Foy: Yeah, that’s what I’m saying, so this particular endeavor (NAAWHOF) is for USA Wrestling in general and it will help recruiting. These kids — I’m in the city, remember — I talk to them and it’s like I’m telling them about ghosts. They don’t know it, they don’t believe it. And it’s true, but to them I might as well be talking out the side of my neck.
That’s why I am doing this, and why we decided we need to get this thing going. These kids should know about our athletes. They don’t have to emulate them, but they should have a knowledge of these folks who as individuals have done a lot. I am not going to shake and rattle cages at USA Wrestling just so they can say, Okay, I’ll check it out. It’s bigger than that.

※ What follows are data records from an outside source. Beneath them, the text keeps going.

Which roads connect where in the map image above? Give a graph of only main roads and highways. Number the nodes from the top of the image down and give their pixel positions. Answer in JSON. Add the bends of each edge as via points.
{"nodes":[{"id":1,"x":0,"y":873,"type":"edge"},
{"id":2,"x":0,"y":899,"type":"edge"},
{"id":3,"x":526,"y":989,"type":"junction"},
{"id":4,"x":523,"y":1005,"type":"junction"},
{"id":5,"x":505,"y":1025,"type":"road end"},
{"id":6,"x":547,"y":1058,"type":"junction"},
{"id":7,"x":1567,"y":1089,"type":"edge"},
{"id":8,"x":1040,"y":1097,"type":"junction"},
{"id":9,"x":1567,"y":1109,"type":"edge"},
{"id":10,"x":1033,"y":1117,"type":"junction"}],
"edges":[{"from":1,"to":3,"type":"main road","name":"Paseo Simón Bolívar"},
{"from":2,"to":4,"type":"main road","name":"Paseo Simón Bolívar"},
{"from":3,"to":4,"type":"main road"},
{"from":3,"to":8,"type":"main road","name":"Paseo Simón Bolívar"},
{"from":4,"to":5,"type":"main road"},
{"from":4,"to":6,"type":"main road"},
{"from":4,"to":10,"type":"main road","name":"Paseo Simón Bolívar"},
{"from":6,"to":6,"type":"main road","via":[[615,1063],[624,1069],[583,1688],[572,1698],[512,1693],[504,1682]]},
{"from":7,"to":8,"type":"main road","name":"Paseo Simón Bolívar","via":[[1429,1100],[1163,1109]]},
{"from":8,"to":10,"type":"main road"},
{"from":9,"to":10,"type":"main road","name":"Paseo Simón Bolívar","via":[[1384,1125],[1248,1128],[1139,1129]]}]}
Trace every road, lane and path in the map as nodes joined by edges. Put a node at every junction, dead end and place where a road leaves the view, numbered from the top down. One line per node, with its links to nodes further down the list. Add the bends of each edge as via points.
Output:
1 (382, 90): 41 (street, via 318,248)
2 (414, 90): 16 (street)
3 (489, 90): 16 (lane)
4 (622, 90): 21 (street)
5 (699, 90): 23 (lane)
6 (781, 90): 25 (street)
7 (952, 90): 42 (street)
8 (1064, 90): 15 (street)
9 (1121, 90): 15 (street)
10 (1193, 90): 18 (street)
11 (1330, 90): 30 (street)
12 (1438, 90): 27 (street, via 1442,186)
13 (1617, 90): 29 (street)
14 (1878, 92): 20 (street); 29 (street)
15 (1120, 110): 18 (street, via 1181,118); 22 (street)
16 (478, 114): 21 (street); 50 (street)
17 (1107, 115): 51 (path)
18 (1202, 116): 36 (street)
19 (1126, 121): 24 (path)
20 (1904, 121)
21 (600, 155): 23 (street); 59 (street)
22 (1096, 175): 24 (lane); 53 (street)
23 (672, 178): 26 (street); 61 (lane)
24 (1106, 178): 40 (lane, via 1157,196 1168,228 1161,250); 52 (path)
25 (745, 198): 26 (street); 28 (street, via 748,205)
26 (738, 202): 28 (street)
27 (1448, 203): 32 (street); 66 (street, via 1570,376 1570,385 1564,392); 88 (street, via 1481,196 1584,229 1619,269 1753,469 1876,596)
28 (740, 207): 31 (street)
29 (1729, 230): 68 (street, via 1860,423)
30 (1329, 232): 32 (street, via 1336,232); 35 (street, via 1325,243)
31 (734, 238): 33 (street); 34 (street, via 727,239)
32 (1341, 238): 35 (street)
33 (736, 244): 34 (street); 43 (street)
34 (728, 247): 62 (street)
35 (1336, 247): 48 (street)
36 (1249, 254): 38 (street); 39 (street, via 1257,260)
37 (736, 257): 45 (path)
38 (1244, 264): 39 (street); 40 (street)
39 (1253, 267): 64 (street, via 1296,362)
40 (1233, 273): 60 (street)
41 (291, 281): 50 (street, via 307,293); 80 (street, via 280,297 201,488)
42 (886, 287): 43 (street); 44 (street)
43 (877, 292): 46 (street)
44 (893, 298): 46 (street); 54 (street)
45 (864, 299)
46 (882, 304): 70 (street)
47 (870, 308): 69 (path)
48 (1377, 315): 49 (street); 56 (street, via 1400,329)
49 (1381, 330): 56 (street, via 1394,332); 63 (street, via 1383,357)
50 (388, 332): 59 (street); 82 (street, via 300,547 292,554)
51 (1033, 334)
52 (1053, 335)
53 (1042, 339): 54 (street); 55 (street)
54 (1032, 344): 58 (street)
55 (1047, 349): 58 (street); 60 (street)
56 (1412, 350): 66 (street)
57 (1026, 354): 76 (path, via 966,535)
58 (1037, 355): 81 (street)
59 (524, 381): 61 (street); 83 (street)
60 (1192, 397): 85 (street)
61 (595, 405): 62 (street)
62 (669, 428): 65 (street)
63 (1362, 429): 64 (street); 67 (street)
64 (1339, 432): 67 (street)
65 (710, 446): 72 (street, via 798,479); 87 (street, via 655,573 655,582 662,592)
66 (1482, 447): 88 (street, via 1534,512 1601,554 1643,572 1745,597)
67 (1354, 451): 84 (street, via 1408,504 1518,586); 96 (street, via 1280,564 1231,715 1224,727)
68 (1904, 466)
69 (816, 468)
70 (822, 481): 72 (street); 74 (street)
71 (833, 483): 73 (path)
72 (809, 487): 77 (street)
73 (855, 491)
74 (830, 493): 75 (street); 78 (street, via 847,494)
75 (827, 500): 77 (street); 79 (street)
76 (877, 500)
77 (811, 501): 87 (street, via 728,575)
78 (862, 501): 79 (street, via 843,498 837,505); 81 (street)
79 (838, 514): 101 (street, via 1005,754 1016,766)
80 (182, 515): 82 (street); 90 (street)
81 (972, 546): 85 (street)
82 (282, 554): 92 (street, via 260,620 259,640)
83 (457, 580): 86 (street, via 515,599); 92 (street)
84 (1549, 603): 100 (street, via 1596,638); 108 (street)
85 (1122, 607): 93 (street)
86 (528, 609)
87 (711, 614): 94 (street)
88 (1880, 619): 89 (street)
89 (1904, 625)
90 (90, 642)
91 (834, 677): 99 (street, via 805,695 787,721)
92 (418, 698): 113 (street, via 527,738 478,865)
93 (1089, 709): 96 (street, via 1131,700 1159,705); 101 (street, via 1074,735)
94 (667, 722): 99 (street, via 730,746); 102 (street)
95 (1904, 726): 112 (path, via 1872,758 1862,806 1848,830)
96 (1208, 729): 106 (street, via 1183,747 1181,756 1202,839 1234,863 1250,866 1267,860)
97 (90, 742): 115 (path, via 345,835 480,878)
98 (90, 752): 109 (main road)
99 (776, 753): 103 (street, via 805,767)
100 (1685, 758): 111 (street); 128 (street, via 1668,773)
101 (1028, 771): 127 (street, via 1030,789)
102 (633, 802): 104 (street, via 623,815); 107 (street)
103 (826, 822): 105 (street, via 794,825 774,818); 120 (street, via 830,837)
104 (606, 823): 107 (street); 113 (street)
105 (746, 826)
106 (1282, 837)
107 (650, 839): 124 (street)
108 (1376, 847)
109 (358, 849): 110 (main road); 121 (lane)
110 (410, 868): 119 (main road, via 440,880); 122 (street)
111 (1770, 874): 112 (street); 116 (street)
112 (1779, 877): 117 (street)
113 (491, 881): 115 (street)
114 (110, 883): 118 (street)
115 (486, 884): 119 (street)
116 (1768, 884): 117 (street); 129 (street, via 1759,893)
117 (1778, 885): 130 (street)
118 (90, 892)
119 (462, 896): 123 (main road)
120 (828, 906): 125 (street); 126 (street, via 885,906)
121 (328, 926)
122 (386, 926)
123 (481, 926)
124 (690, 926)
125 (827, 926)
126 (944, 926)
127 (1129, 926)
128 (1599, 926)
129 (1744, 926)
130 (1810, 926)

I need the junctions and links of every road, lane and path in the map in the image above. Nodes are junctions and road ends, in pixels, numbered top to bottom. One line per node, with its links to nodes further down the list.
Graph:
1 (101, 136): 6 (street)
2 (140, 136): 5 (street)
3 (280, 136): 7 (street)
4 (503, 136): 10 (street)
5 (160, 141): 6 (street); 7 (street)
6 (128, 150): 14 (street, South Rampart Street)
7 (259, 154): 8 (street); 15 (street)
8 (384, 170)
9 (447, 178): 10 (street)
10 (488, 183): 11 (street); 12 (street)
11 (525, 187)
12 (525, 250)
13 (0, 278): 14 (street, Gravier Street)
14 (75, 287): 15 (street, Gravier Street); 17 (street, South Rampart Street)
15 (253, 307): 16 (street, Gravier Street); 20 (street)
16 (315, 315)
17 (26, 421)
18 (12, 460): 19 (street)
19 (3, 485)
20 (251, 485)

5PM: You’re known for a lot of things aside from just having been a successful athlete. You’re a father, a coach, an entrepreneur, an advocate, a mentor. All of these things could be used to describe you. But if I were to ask how you prefer being thought of, what would it be?
Michial Foy: I would say a Christian. Someone who looks out for the downtrodden. Someone who transcends race, gender. I am for fair play. I thrive off of it. I just don’t see how people can thrive off of undermining what you achieve.
The only thing I can say is that I am a humanist. If I can help someone, I do it. I have friends and I mentor their children, or help their children wrestle. It’s not just African Americans, it is anyone. My motivation is that I’ve had a storied life, much more than anyone could say they probably expected (laughs). I’ve been having fun. It has been like an amusement park. Different rides. I didn’t think wrestling would provide me with the opportunity get my education and travel the world, which would lead to me becoming a speaker. Which then led me to become a coach, a mentor, someone who is respected. And if I could have a hand in helping someone else, I’m honored. I am truly honored. I would do it for free, and usually do, because I’m so passionate about helping others reach their goals. There is nothing in the world like it.